London’s blue-chip FTSE 100 index fell on Friday as UK lenders dropped 4.6% in a global banking sector selloff, while uncertainty around central banks’ moves added to the nerves ahead of U.S. payrolls data.
UK banks dropped to an eight-week low, spooked by a brutal rout in U.S. bank SVB Financial following a share sale.
HSBC, Barclays, Lloyds and Natwest Group dropped between 3.1% and 5.2% on fears of broader banking system stress.
“Developments at SVB Financial have raised questions on the subject of unrealised losses on bond portfolios and what it means for bank capitalisation levels,” said Chris Turner, global head of markets and regional head of research for UK and CEE.
The FTSE 100 slipped 1.9% to a five week low, while the more domestically focused mid-cap index gave up 2.1% to hit a two-month low.
Data that showed the British economic output rose by a better-than-expected 0.3% month-on-month in January bolstered bets that the Bank of England will raise interest rates again this month.
Across the Atlantic, U.S. non-farm payrolls data, due at 1330 GMT, is expected to show a rise of 205,000 and any surprise to the upside is seen strengthening bets for continued aggressive interest rate hikes.

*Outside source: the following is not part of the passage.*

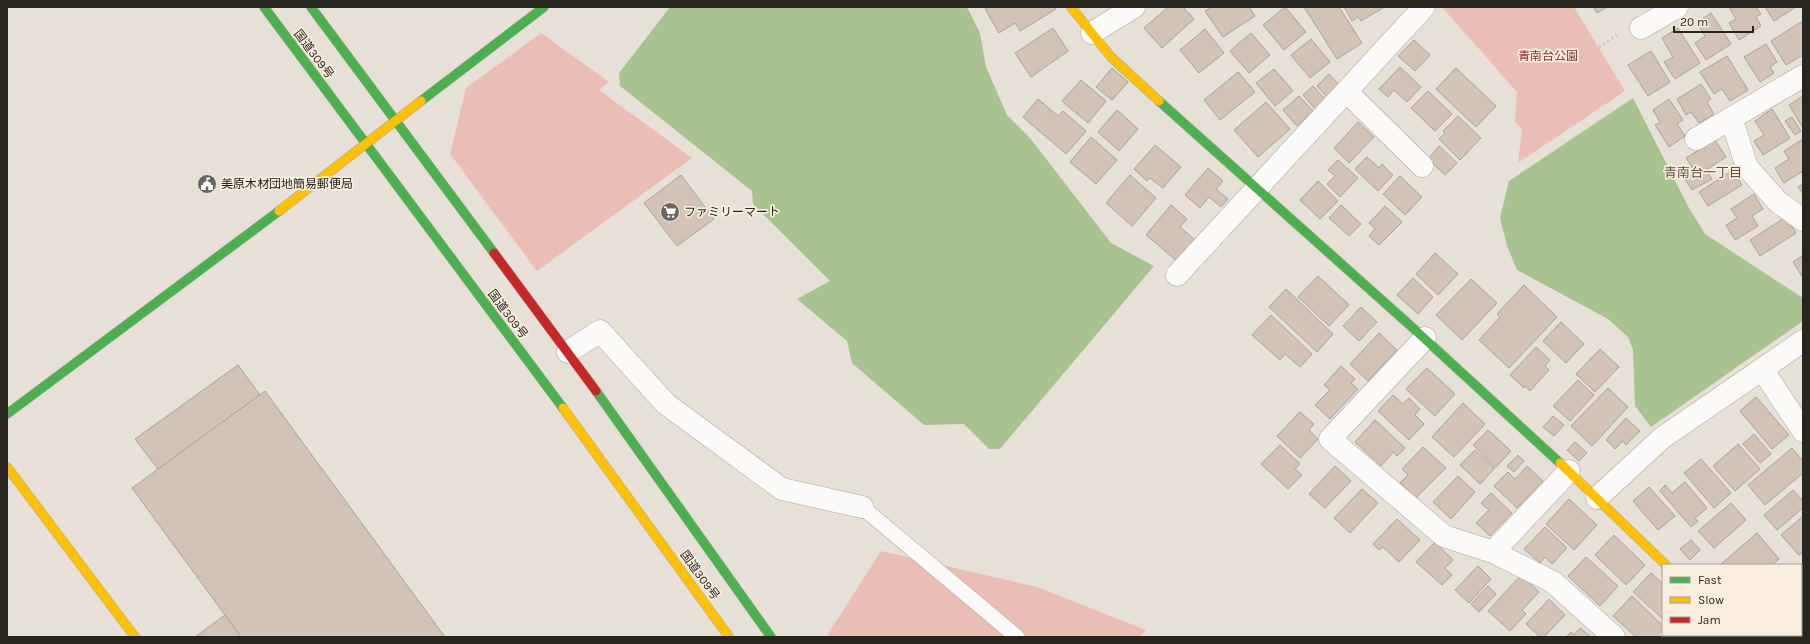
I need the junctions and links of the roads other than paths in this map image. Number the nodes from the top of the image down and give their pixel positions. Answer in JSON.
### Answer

The FTSE 100 is set to the end the week down about 2.8% in what could be its worst week since September, as worries around hawkish central banks sapped risk appetite.
Next week, investors will be watching for UK Chancellor Jeremy Hunt’s spring budget.
“We see a lower likelihood of major tax or spending measures next week. More significant fiscal pledges are likely to be reserved for the next Autumn Statement or the Conservatives’ next election manifesto,” said economists at Goldman Sachs.
“We expect around 16 billion pounds of additional spending in our baseline.”